What the task requires: Everything in the listing except the pictures should be written out exactly.

Dataset:
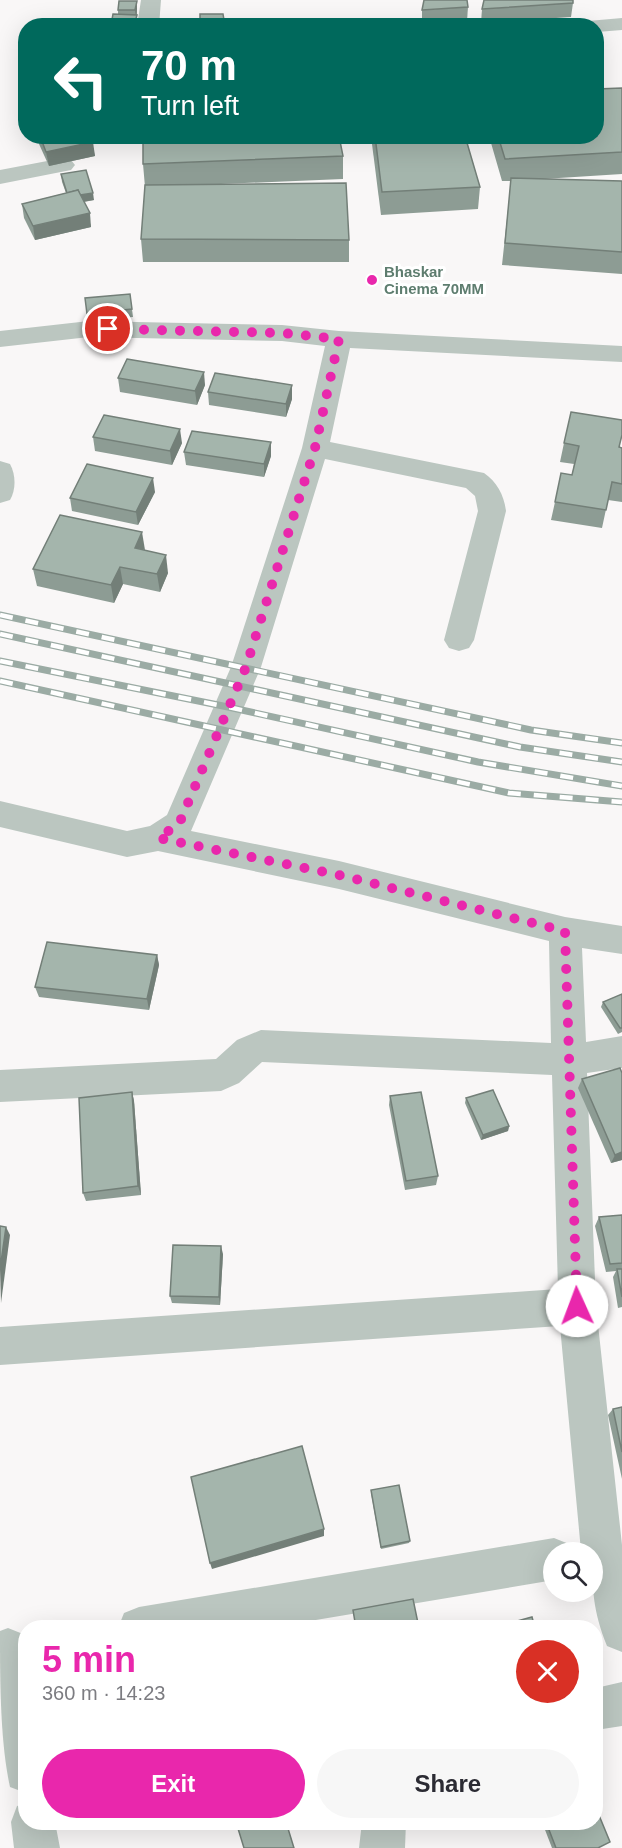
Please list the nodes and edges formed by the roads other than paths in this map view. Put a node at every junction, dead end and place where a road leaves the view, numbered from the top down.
1 (151, 0) edge
2 (622, 6) edge
3 (622, 15) edge
4 (149, 18) edge
5 (622, 24) edge
6 (604, 25) edge
7 (63, 165) edge
8 (0, 177) edge
9 (0, 339) edge
10 (339, 339) junction
11 (622, 354) edge
12 (315, 448) junction
13 (0, 471) edge
14 (0, 494) edge
15 (459, 640) dead end
16 (0, 814) edge
17 (158, 838) junction
18 (565, 931) junction
19 (622, 940) edge
20 (622, 1052) edge
21 (569, 1060) junction
22 (0, 1086) edge
23 (577, 1306) junction
24 (0, 1346) edge
25 (596, 1542) edge
26 (543, 1561) edge
27 (603, 1571) edge
28 (187, 1620) edge
29 (622, 1631) edge
30 (11, 1649) edge
31 (622, 1704) edge
32 (18, 1706) edge
33 (603, 1708) edge
34 (34, 1830) edge
35 (383, 1830) edge
36 (37, 1848) edge
37 (382, 1848) edge

1 - 4 street
2 - 3 street
5 - 6 street
7 - 8 street
9 - 10 street
10 - 11 street
10 - 12 street
12 - 15 street
12 - 17 street
13 - 14 street
16 - 17 street
17 - 18 street
18 - 19 street
18 - 21 street
20 - 21 street
21 - 22 street
21 - 23 street
23 - 24 street
23 - 25 street
26 - 28 street
27 - 29 street
30 - 32 street
31 - 33 street
34 - 36 street
35 - 37 street

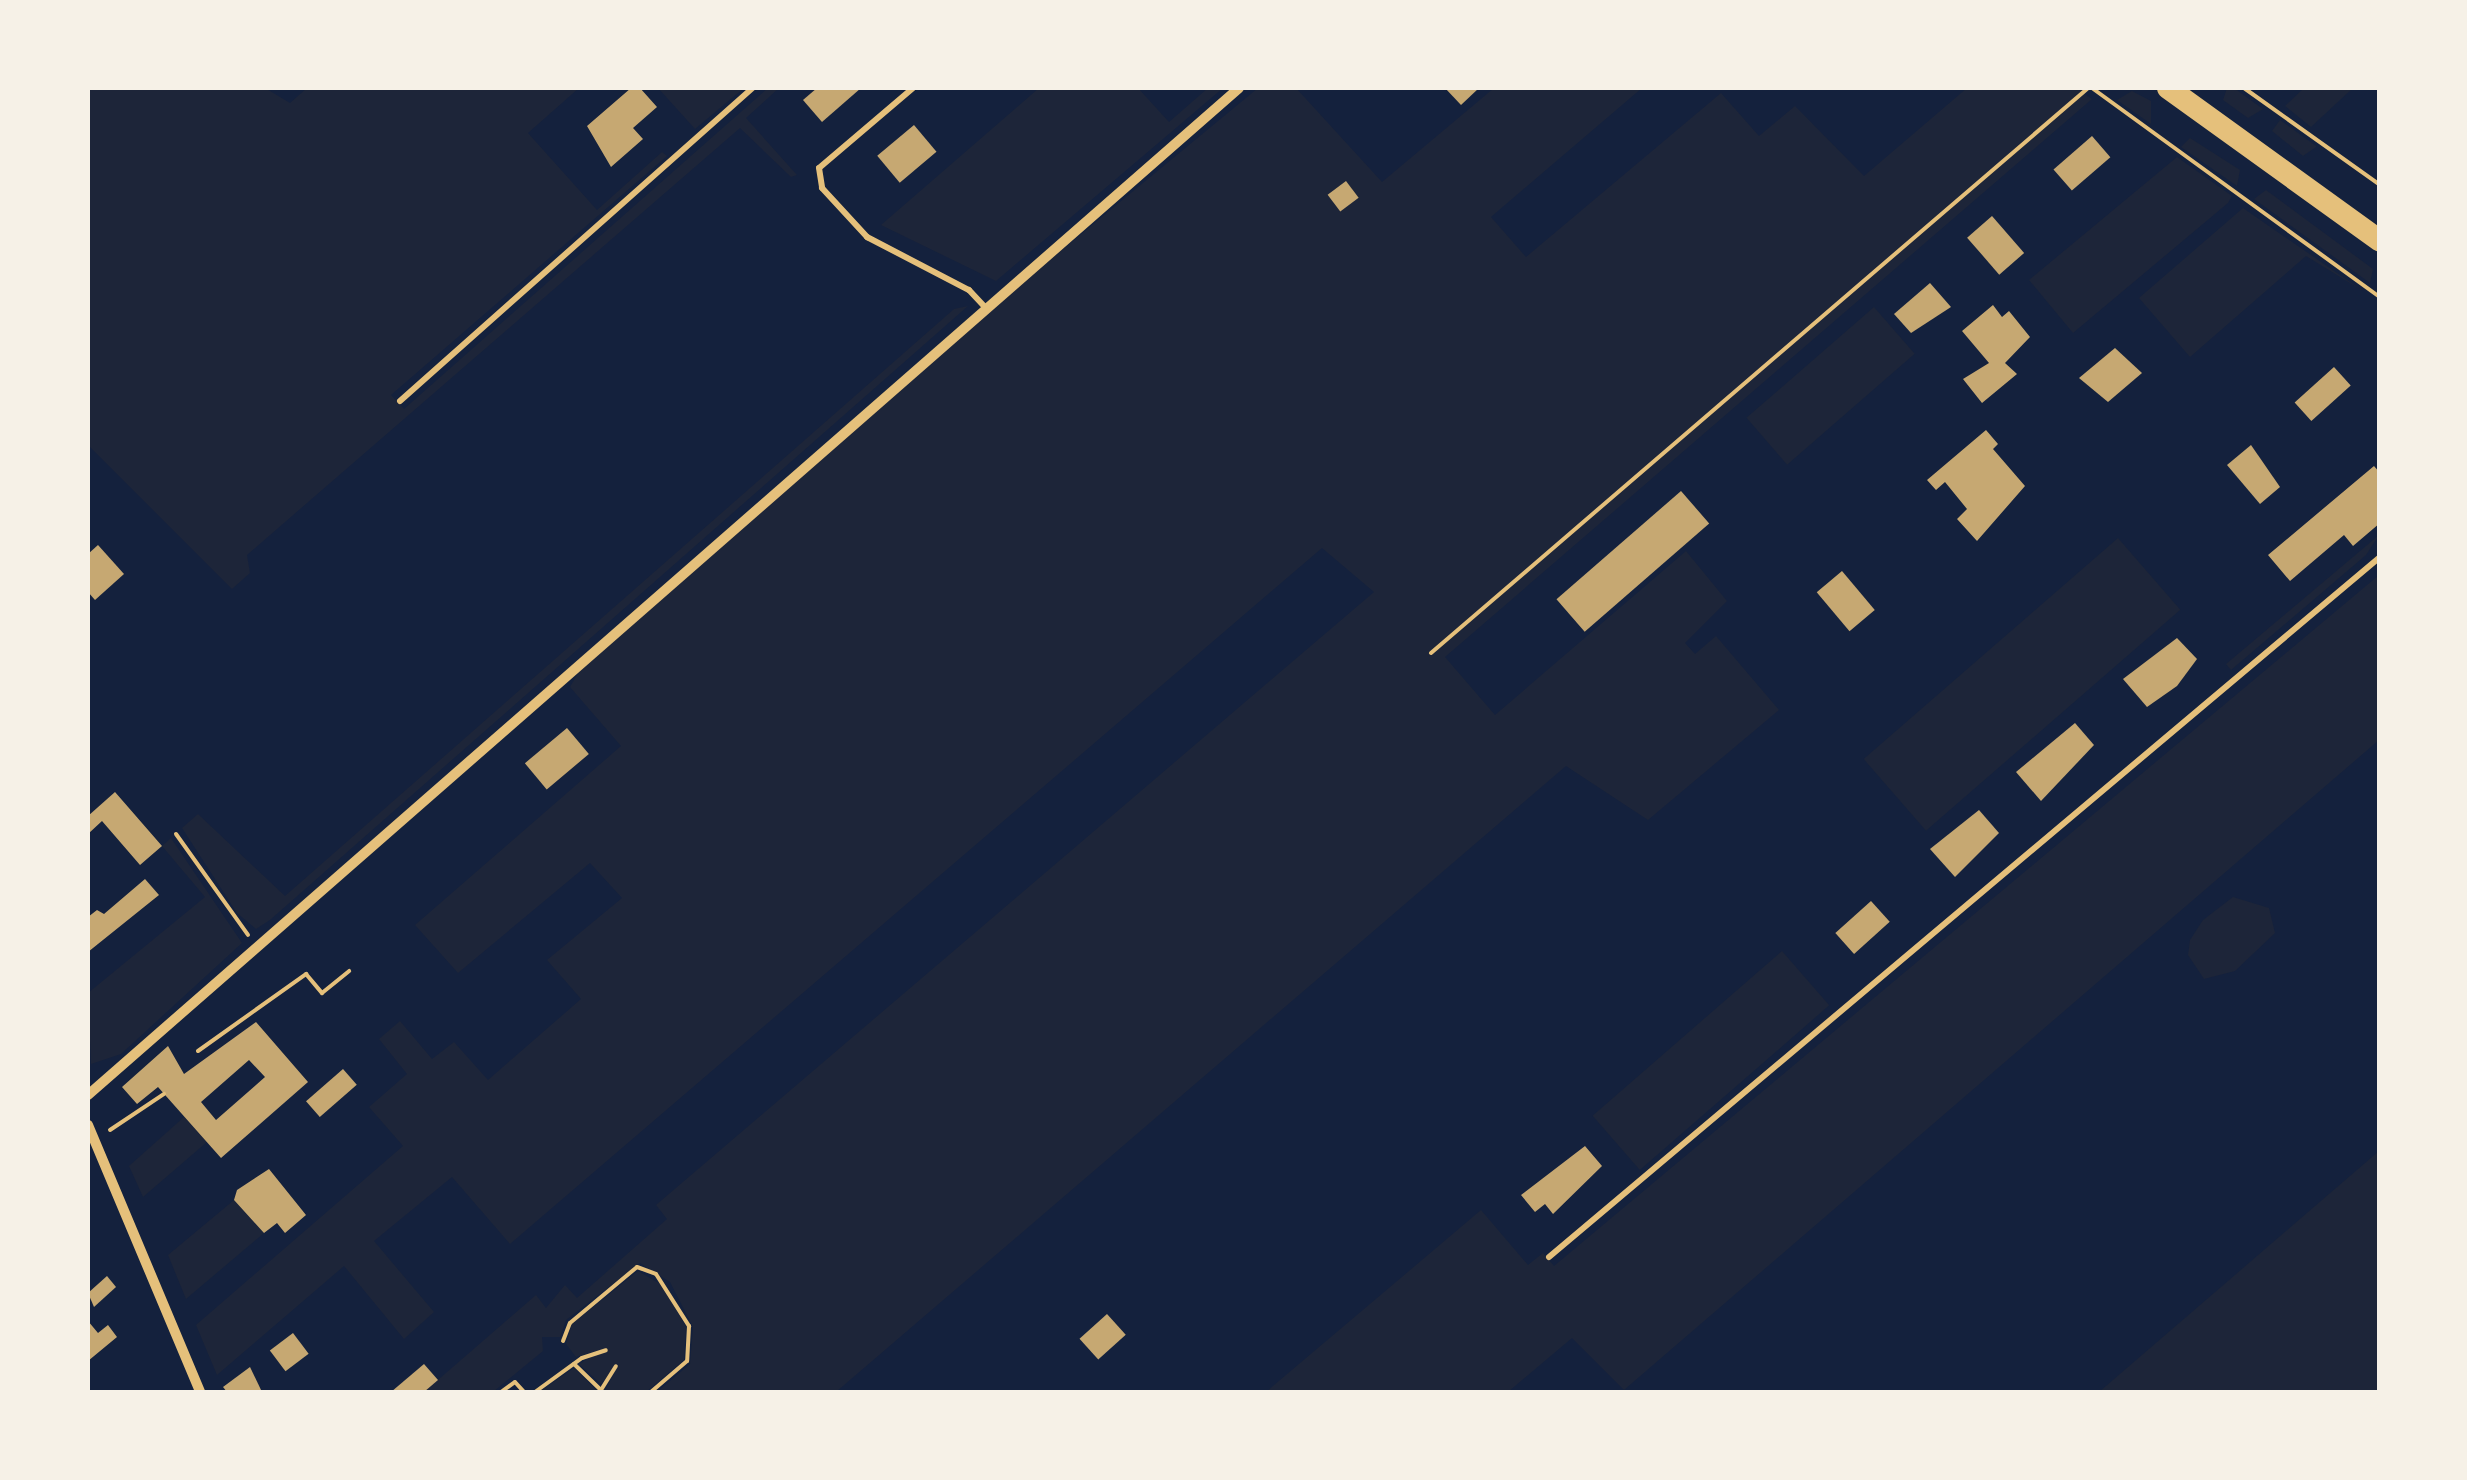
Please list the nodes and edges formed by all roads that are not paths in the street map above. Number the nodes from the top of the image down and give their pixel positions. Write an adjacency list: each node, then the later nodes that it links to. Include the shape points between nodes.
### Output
1 (754, 88): 7 (lane)
2 (913, 88): 6 (lane, via 819,168 822,188 867,236 968,290)
3 (1239, 88): 6 (street)
4 (2168, 88): 5 (main road)
5 (2380, 241)
6 (985, 307): 9 (street)
7 (400, 401)
8 (2380, 558): 11 (lane)
9 (88, 1095)
10 (88, 1125): 12 (street)
11 (1549, 1257)
12 (200, 1392)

Answer below:
Please list the nodes and edges formed by the roads other than paths in this map view. Put a node at every junction, dead end and place where a road leaves the view, numbered from the top down.
1 (151, 0) edge
2 (622, 6) edge
3 (622, 15) edge
4 (149, 18) edge
5 (622, 24) edge
6 (604, 25) edge
7 (63, 165) edge
8 (0, 177) edge
9 (0, 339) edge
10 (339, 339) junction
11 (622, 354) edge
12 (315, 448) junction
13 (0, 471) edge
14 (0, 494) edge
15 (459, 640) dead end
16 (0, 814) edge
17 (158, 838) junction
18 (565, 931) junction
19 (622, 940) edge
20 (622, 1052) edge
21 (569, 1060) junction
22 (0, 1086) edge
23 (577, 1306) junction
24 (0, 1346) edge
25 (596, 1542) edge
26 (543, 1561) edge
27 (603, 1571) edge
28 (187, 1620) edge
29 (622, 1631) edge
30 (11, 1649) edge
31 (622, 1704) edge
32 (18, 1706) edge
33 (603, 1708) edge
34 (34, 1830) edge
35 (383, 1830) edge
36 (37, 1848) edge
37 (382, 1848) edge

1 - 4 street
2 - 3 street
5 - 6 street
7 - 8 street
9 - 10 street
10 - 11 street
10 - 12 street
12 - 15 street
12 - 17 street
13 - 14 street
16 - 17 street
17 - 18 street
18 - 19 street
18 - 21 street
20 - 21 street
21 - 22 street
21 - 23 street
23 - 24 street
23 - 25 street
26 - 28 street
27 - 29 street
30 - 32 street
31 - 33 street
34 - 36 street
35 - 37 street

Please list the nodes and edges formed by all roads that are not paths in the street map above. Number the nodes from the top of the image down and give their pixel positions. Write an adjacency list: each node, then the later nodes that it links to. Include the shape points between nodes.
### Output
1 (754, 88): 7 (lane)
2 (913, 88): 6 (lane, via 819,168 822,188 867,236 968,290)
3 (1239, 88): 6 (street)
4 (2168, 88): 5 (main road)
5 (2380, 241)
6 (985, 307): 9 (street)
7 (400, 401)
8 (2380, 558): 11 (lane)
9 (88, 1095)
10 (88, 1125): 12 (street)
11 (1549, 1257)
12 (200, 1392)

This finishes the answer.